Saved entries
§ §

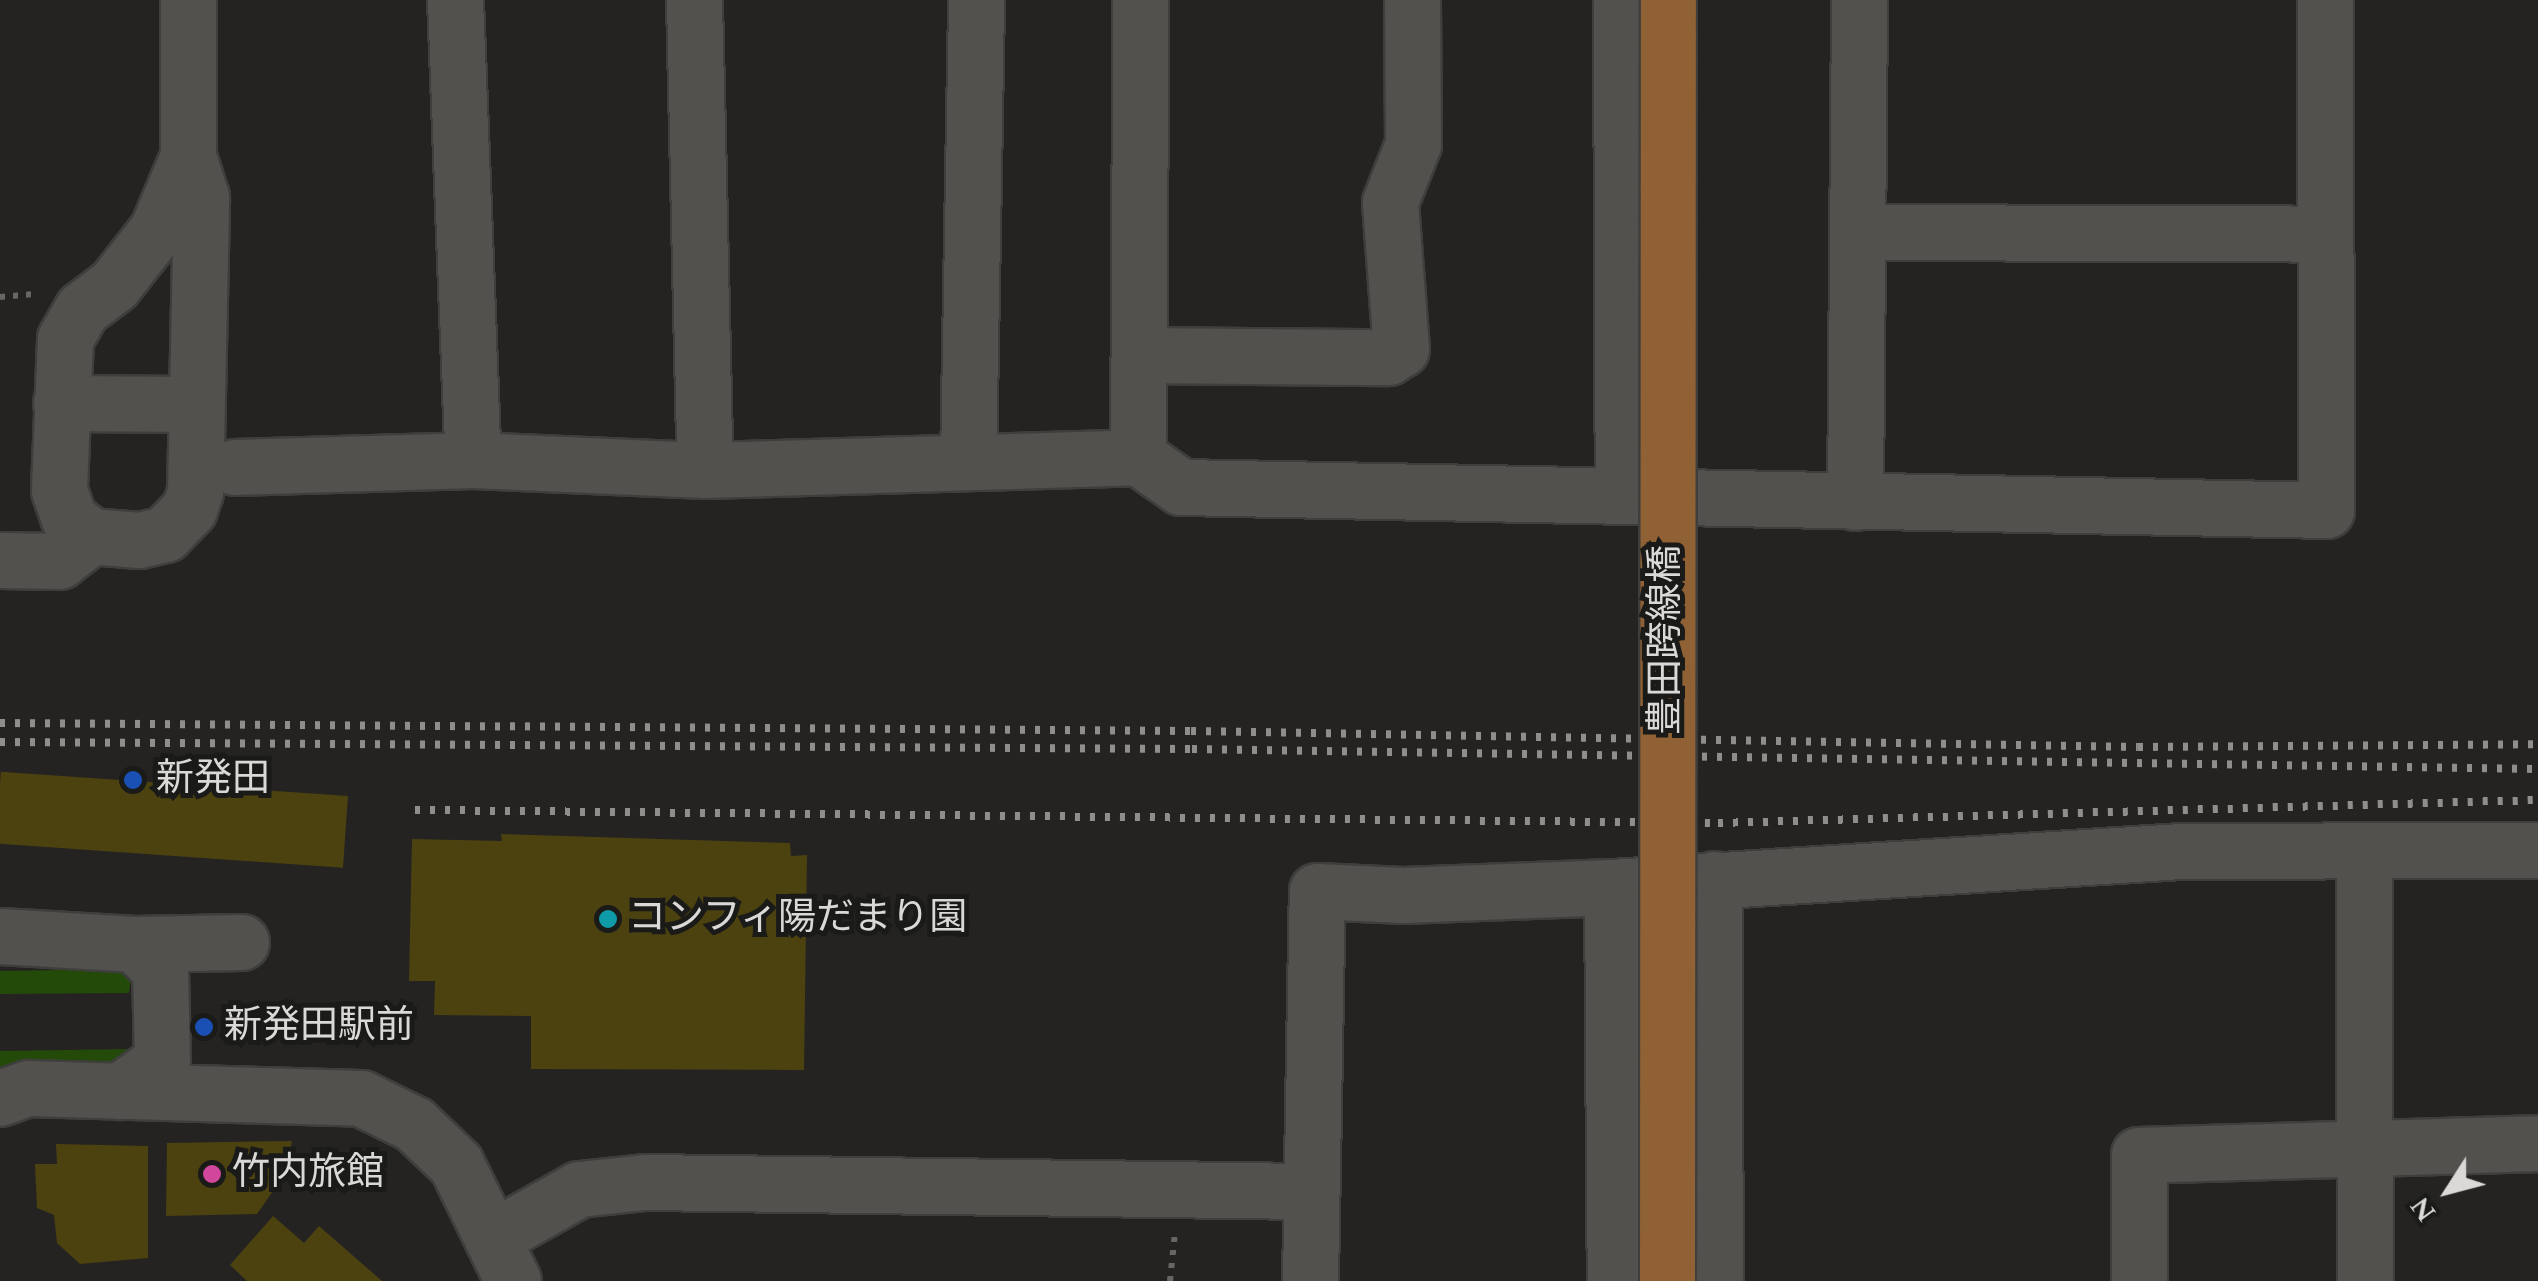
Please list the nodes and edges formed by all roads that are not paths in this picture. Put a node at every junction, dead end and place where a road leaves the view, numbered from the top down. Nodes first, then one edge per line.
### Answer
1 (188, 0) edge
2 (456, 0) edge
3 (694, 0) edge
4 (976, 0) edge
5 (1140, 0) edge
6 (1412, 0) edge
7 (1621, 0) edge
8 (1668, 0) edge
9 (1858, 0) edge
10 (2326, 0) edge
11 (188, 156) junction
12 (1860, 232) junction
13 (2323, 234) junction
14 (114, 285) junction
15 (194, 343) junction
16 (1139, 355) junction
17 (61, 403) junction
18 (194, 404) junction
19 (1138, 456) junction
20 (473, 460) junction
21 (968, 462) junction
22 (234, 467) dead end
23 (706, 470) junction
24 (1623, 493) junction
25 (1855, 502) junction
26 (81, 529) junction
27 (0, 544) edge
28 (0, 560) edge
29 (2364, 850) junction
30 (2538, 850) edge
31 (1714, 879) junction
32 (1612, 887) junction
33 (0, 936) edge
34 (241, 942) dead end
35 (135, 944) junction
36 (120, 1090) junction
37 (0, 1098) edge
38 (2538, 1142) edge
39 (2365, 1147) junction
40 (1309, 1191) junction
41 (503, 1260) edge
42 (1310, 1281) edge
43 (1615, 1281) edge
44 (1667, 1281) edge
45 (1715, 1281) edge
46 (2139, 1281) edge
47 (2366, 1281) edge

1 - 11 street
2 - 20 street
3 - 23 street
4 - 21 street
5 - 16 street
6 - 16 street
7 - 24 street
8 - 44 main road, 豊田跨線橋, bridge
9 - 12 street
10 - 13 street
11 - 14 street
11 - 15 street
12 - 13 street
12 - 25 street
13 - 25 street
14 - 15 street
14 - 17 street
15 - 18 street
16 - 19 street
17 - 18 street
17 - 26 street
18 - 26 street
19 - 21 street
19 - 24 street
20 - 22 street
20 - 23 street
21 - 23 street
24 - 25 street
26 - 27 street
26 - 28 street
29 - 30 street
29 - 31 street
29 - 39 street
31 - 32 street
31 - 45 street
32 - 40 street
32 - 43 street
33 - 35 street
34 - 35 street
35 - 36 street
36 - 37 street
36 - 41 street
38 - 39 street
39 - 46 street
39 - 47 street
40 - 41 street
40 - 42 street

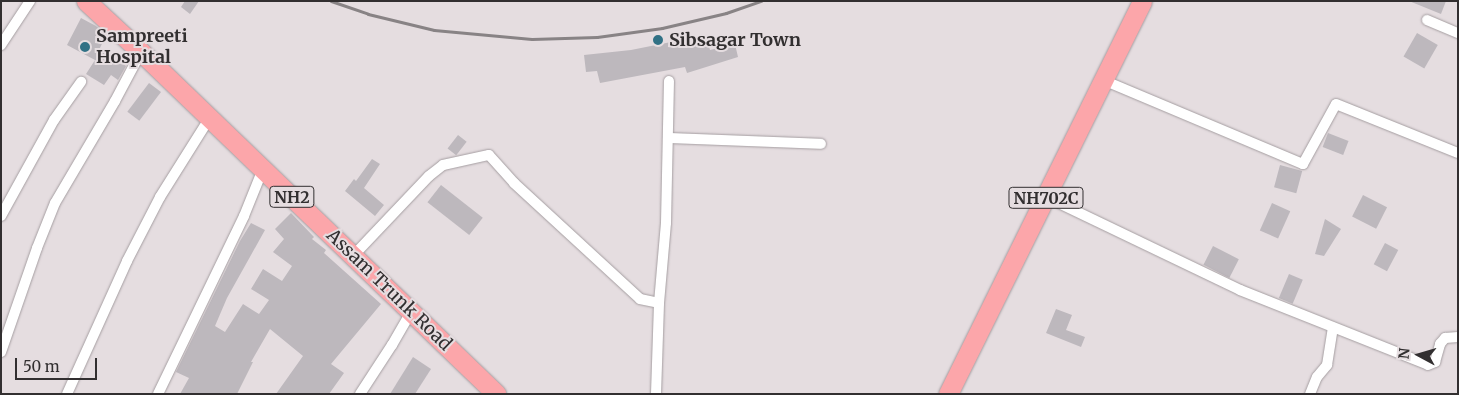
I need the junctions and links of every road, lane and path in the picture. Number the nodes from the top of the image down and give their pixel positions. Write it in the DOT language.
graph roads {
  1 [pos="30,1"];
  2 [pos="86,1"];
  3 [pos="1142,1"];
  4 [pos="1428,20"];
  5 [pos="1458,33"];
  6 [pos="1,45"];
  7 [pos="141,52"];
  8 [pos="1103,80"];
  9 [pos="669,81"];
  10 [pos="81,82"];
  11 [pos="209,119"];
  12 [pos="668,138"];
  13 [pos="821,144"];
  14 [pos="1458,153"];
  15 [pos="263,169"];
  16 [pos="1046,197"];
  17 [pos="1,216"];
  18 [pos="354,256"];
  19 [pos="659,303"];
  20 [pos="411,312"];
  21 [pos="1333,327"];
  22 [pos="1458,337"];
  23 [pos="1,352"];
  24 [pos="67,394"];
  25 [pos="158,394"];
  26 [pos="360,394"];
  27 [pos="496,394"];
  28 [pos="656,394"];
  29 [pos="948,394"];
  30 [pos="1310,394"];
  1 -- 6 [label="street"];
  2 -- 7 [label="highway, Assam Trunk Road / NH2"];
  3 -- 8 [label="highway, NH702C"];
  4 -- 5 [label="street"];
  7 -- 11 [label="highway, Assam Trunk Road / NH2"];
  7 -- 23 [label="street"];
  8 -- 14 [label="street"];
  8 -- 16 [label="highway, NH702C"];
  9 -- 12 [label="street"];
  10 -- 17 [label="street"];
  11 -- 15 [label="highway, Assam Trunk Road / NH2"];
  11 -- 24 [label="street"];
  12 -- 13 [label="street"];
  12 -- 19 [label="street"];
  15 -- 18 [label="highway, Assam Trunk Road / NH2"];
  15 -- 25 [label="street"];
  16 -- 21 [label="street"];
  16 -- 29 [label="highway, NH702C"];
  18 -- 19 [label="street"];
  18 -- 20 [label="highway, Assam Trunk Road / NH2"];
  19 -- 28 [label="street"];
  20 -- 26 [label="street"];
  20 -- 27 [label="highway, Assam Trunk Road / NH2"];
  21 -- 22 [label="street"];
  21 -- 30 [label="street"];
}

§ §

_Exercise description:_ Every word of the data should be reproduced exactly; please omit any pictures.

_Solution to this task:_
Please list the nodes and edges formed by all roads that are not paths in this picture. Put a node at every junction, dead end and place where a road leaves the view, numbered from the top down. Nodes first, then one edge per line.
### Answer
1 (188, 0) edge
2 (456, 0) edge
3 (694, 0) edge
4 (976, 0) edge
5 (1140, 0) edge
6 (1412, 0) edge
7 (1621, 0) edge
8 (1668, 0) edge
9 (1858, 0) edge
10 (2326, 0) edge
11 (188, 156) junction
12 (1860, 232) junction
13 (2323, 234) junction
14 (114, 285) junction
15 (194, 343) junction
16 (1139, 355) junction
17 (61, 403) junction
18 (194, 404) junction
19 (1138, 456) junction
20 (473, 460) junction
21 (968, 462) junction
22 (234, 467) dead end
23 (706, 470) junction
24 (1623, 493) junction
25 (1855, 502) junction
26 (81, 529) junction
27 (0, 544) edge
28 (0, 560) edge
29 (2364, 850) junction
30 (2538, 850) edge
31 (1714, 879) junction
32 (1612, 887) junction
33 (0, 936) edge
34 (241, 942) dead end
35 (135, 944) junction
36 (120, 1090) junction
37 (0, 1098) edge
38 (2538, 1142) edge
39 (2365, 1147) junction
40 (1309, 1191) junction
41 (503, 1260) edge
42 (1310, 1281) edge
43 (1615, 1281) edge
44 (1667, 1281) edge
45 (1715, 1281) edge
46 (2139, 1281) edge
47 (2366, 1281) edge

1 - 11 street
2 - 20 street
3 - 23 street
4 - 21 street
5 - 16 street
6 - 16 street
7 - 24 street
8 - 44 main road, 豊田跨線橋, bridge
9 - 12 street
10 - 13 street
11 - 14 street
11 - 15 street
12 - 13 street
12 - 25 street
13 - 25 street
14 - 15 street
14 - 17 street
15 - 18 street
16 - 19 street
17 - 18 street
17 - 26 street
18 - 26 street
19 - 21 street
19 - 24 street
20 - 22 street
20 - 23 street
21 - 23 street
24 - 25 street
26 - 27 street
26 - 28 street
29 - 30 street
29 - 31 street
29 - 39 street
31 - 32 street
31 - 45 street
32 - 40 street
32 - 43 street
33 - 35 street
34 - 35 street
35 - 36 street
36 - 37 street
36 - 41 street
38 - 39 street
39 - 46 street
39 - 47 street
40 - 41 street
40 - 42 street

I need the junctions and links of every road, lane and path in the picture. Number the nodes from the top of the image down and give their pixel positions. Write it in the DOT language.
graph roads {
  1 [pos="30,1"];
  2 [pos="86,1"];
  3 [pos="1142,1"];
  4 [pos="1428,20"];
  5 [pos="1458,33"];
  6 [pos="1,45"];
  7 [pos="141,52"];
  8 [pos="1103,80"];
  9 [pos="669,81"];
  10 [pos="81,82"];
  11 [pos="209,119"];
  12 [pos="668,138"];
  13 [pos="821,144"];
  14 [pos="1458,153"];
  15 [pos="263,169"];
  16 [pos="1046,197"];
  17 [pos="1,216"];
  18 [pos="354,256"];
  19 [pos="659,303"];
  20 [pos="411,312"];
  21 [pos="1333,327"];
  22 [pos="1458,337"];
  23 [pos="1,352"];
  24 [pos="67,394"];
  25 [pos="158,394"];
  26 [pos="360,394"];
  27 [pos="496,394"];
  28 [pos="656,394"];
  29 [pos="948,394"];
  30 [pos="1310,394"];
  1 -- 6 [label="street"];
  2 -- 7 [label="highway, Assam Trunk Road / NH2"];
  3 -- 8 [label="highway, NH702C"];
  4 -- 5 [label="street"];
  7 -- 11 [label="highway, Assam Trunk Road / NH2"];
  7 -- 23 [label="street"];
  8 -- 14 [label="street"];
  8 -- 16 [label="highway, NH702C"];
  9 -- 12 [label="street"];
  10 -- 17 [label="street"];
  11 -- 15 [label="highway, Assam Trunk Road / NH2"];
  11 -- 24 [label="street"];
  12 -- 13 [label="street"];
  12 -- 19 [label="street"];
  15 -- 18 [label="highway, Assam Trunk Road / NH2"];
  15 -- 25 [label="street"];
  16 -- 21 [label="street"];
  16 -- 29 [label="highway, NH702C"];
  18 -- 19 [label="street"];
  18 -- 20 [label="highway, Assam Trunk Road / NH2"];
  19 -- 28 [label="street"];
  20 -- 26 [label="street"];
  20 -- 27 [label="highway, Assam Trunk Road / NH2"];
  21 -- 22 [label="street"];
  21 -- 30 [label="street"];
}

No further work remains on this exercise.